DATA FOR THE TASK →
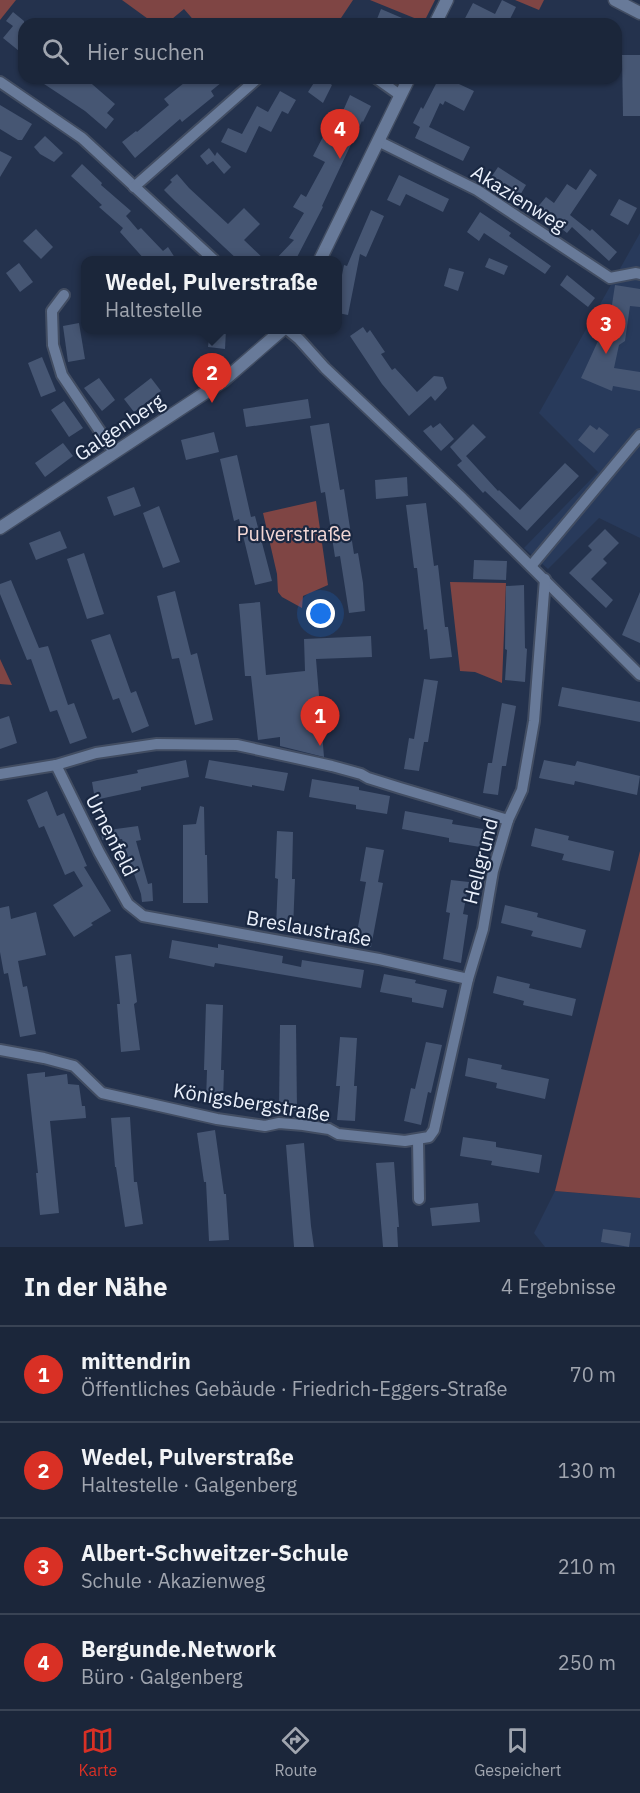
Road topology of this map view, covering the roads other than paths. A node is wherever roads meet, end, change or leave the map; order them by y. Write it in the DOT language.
graph roads {
  1 [pos="447,0"];
  2 [pos="615,0"];
  3 [pos="640,12"];
  4 [pos="438,18"];
  5 [pos="0,82"];
  6 [pos="251,84"];
  7 [pos="384,84"];
  8 [pos="405,84"];
  9 [pos="400,95"];
  10 [pos="378,141"];
  11 [pos="134,187"];
  12 [pos="209,256"];
  13 [pos="322,256"];
  14 [pos="640,274"];
  15 [pos="64,295"];
  16 [pos="277,334"];
  17 [pos="293,334"];
  18 [pos="640,435"];
  19 [pos="114,452"];
  20 [pos="0,528"];
  21 [pos="531,566"];
  22 [pos="545,579"];
  23 [pos="640,675"];
  24 [pos="61,763"];
  25 [pos="0,774"];
  26 [pos="508,820"];
  27 [pos="143,916"];
  28 [pos="468,979"];
  29 [pos="0,1050"];
  30 [pos="418,1140"];
  31 [pos="419,1199"];
  1 -- 4 [label="street"];
  2 -- 3 [label="street"];
  5 -- 11 [label="street"];
  6 -- 11 [label="street"];
  7 -- 9 [label="street"];
  8 -- 9 [label="street"];
  9 -- 10 [label="street"];
  10 -- 13 [label="street"];
  10 -- 14 [label="street, Akazienweg"];
  11 -- 12 [label="street"];
  15 -- 19 [label="street"];
  16 -- 19 [label="street, Galgenberg"];
  17 -- 21 [label="street"];
  18 -- 21 [label="street"];
  19 -- 20 [label="street, Galgenberg"];
  21 -- 22 [label="street"];
  22 -- 23 [label="street"];
  22 -- 26 [label="street, Hellgrund"];
  24 -- 25 [label="street"];
  24 -- 26 [label="street"];
  24 -- 27 [label="street, Urnenfeld"];
  26 -- 28 [label="street, Hellgrund"];
  27 -- 28 [label="street, Breslaustraße"];
  28 -- 30 [label="street, Hellgrund"];
  29 -- 30 [label="street, Königsbergstraße"];
  30 -- 31 [label="street"];
}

YOUR ASSIGNMENT → Quote all the lines above exactly as given. Do not include the pictures.

TASK OUTPUT →
Road topology of this map view, covering the roads other than paths. A node is wherever roads meet, end, change or leave the map; order them by y. Write it in the DOT language.
graph roads {
  1 [pos="447,0"];
  2 [pos="615,0"];
  3 [pos="640,12"];
  4 [pos="438,18"];
  5 [pos="0,82"];
  6 [pos="251,84"];
  7 [pos="384,84"];
  8 [pos="405,84"];
  9 [pos="400,95"];
  10 [pos="378,141"];
  11 [pos="134,187"];
  12 [pos="209,256"];
  13 [pos="322,256"];
  14 [pos="640,274"];
  15 [pos="64,295"];
  16 [pos="277,334"];
  17 [pos="293,334"];
  18 [pos="640,435"];
  19 [pos="114,452"];
  20 [pos="0,528"];
  21 [pos="531,566"];
  22 [pos="545,579"];
  23 [pos="640,675"];
  24 [pos="61,763"];
  25 [pos="0,774"];
  26 [pos="508,820"];
  27 [pos="143,916"];
  28 [pos="468,979"];
  29 [pos="0,1050"];
  30 [pos="418,1140"];
  31 [pos="419,1199"];
  1 -- 4 [label="street"];
  2 -- 3 [label="street"];
  5 -- 11 [label="street"];
  6 -- 11 [label="street"];
  7 -- 9 [label="street"];
  8 -- 9 [label="street"];
  9 -- 10 [label="street"];
  10 -- 13 [label="street"];
  10 -- 14 [label="street, Akazienweg"];
  11 -- 12 [label="street"];
  15 -- 19 [label="street"];
  16 -- 19 [label="street, Galgenberg"];
  17 -- 21 [label="street"];
  18 -- 21 [label="street"];
  19 -- 20 [label="street, Galgenberg"];
  21 -- 22 [label="street"];
  22 -- 23 [label="street"];
  22 -- 26 [label="street, Hellgrund"];
  24 -- 25 [label="street"];
  24 -- 26 [label="street"];
  24 -- 27 [label="street, Urnenfeld"];
  26 -- 28 [label="street, Hellgrund"];
  27 -- 28 [label="street, Breslaustraße"];
  28 -- 30 [label="street, Hellgrund"];
  29 -- 30 [label="street, Königsbergstraße"];
  30 -- 31 [label="street"];
}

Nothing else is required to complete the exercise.